Recognized as one of the most influential Latin American writers of the twentieth century, José Lezama Lima, born in Cuba in 1910, is associated with the Latin American neo-baroque and has influenced several generations of writers in and out of Cuba, including such prominent poets as Severo Sarduy and Néstor Perlongher. Lezama Lima's vision of America in a continental sense stands at the fertile confluence of indigenous, African, and European influences. A crucial experimental writer, he has been known in English chiefly for his novel Paradiso, while little of his poetry has been translated. This anthology is a comprehensive introduction to Lezama Lima's poetry. It presents for the first time in English a generous selection of his poems, as well as an interview, essays, and critical work on his poetics. Ernesto Livon-Grosman has selected elegant and precise translations by James Irby, G.J. Racz, Nathaniel Tarn, and Roberto Tejada. His insightful introduction places the poet in the wider context of Cuban and Latin American cultural history.

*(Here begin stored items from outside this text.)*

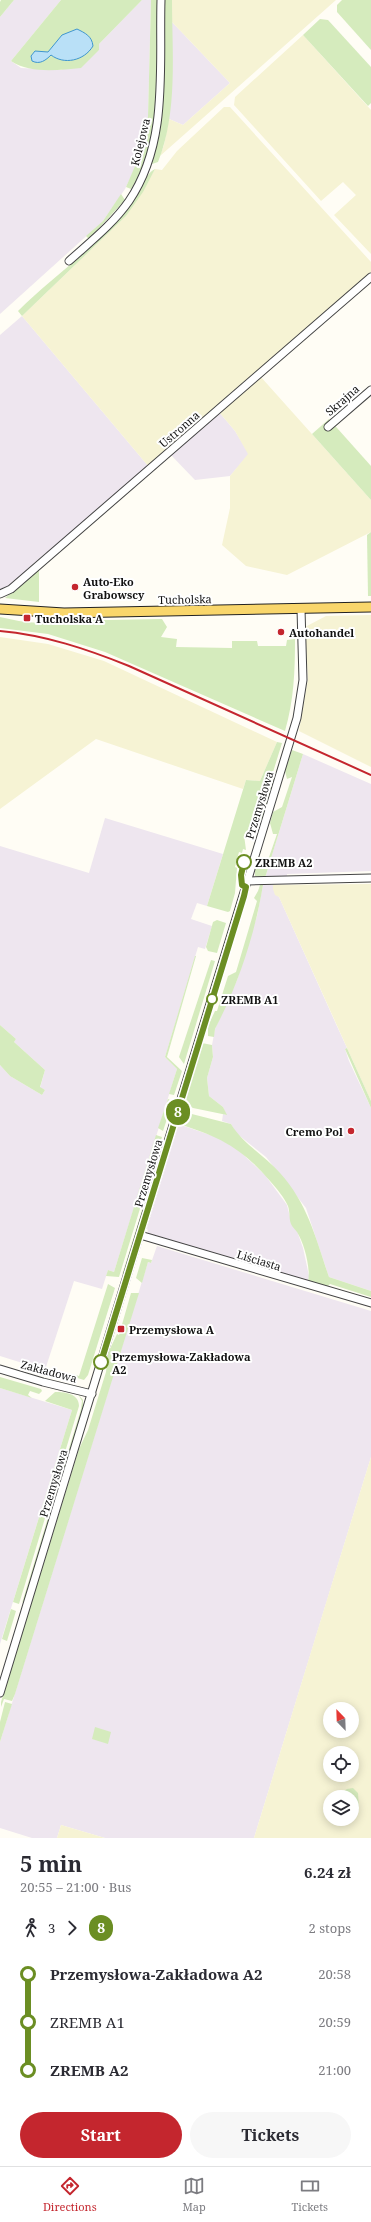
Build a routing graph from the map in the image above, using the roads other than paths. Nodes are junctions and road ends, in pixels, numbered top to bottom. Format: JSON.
{"nodes":[{"id":1,"x":161,"y":0,"type":"edge"},
{"id":2,"x":69,"y":261,"type":"dead end"},
{"id":3,"x":368,"y":280,"type":"edge"},
{"id":4,"x":371,"y":288,"type":"edge"},
{"id":5,"x":371,"y":390,"type":"edge"},
{"id":6,"x":328,"y":427,"type":"dead end"},
{"id":7,"x":0,"y":594,"type":"edge"},
{"id":8,"x":371,"y":607,"type":"edge"},
{"id":9,"x":0,"y":609,"type":"edge"},
{"id":10,"x":301,"y":609,"type":"junction"},
{"id":11,"x":371,"y":878,"type":"edge"},
{"id":12,"x":248,"y":881,"type":"junction"},
{"id":13,"x":140,"y":1235,"type":"junction"},
{"id":14,"x":371,"y":1303,"type":"edge"},
{"id":15,"x":0,"y":1368,"type":"edge"},
{"id":16,"x":92,"y":1394,"type":"junction"},
{"id":17,"x":0,"y":1693,"type":"edge"}],
"edges":[{"from":1,"to":2,"type":"street","name":"Kolejowa"},
{"from":3,"to":4,"type":"street"},
{"from":3,"to":7,"type":"street","name":"Ustronna"},
{"from":5,"to":6,"type":"street","name":"Skrajna"},
{"from":8,"to":10,"type":"main road","name":"Tucholska"},
{"from":9,"to":10,"type":"main road","name":"Tucholska"},
{"from":10,"to":12,"type":"street","name":"Przemysłowa"},
{"from":11,"to":12,"type":"street"},
{"from":12,"to":13,"type":"street","name":"Przemysłowa"},
{"from":13,"to":14,"type":"street","name":"Liściasta"},
{"from":13,"to":16,"type":"street","name":"Przemysłowa"},
{"from":15,"to":16,"type":"street","name":"Zakładowa"},
{"from":16,"to":17,"type":"street","name":"Przemysłowa"}]}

Introduction: Transcending National Poetics—Ernesto Livon-Grosman
Key to Translators
From Enemigo Rumor (1941)
From Dador (1960)
From The Fragments Drawn by Charm (1977)
Confluences (1968)—José Lezama Lima
Interview with José Lezama Lima (1964)—Armando Alvarez Bravo
To Reach Lezama Lima (1967)—Julio Cortázar
Letter from Lezama (1969)—Severo Sarduy
Ernesto Livon-Grosman is Assistant Professor of Romance Languages and Literatures at Boston College. He is the translator of Charles Olson: Poemas (1997) and the editor of The XUL Reader: An Anthology of Argentine Poetry (1997). His most recent book is Geografías imaginarias: El relato de viaje y la construcción del paisaje patagónico (2003).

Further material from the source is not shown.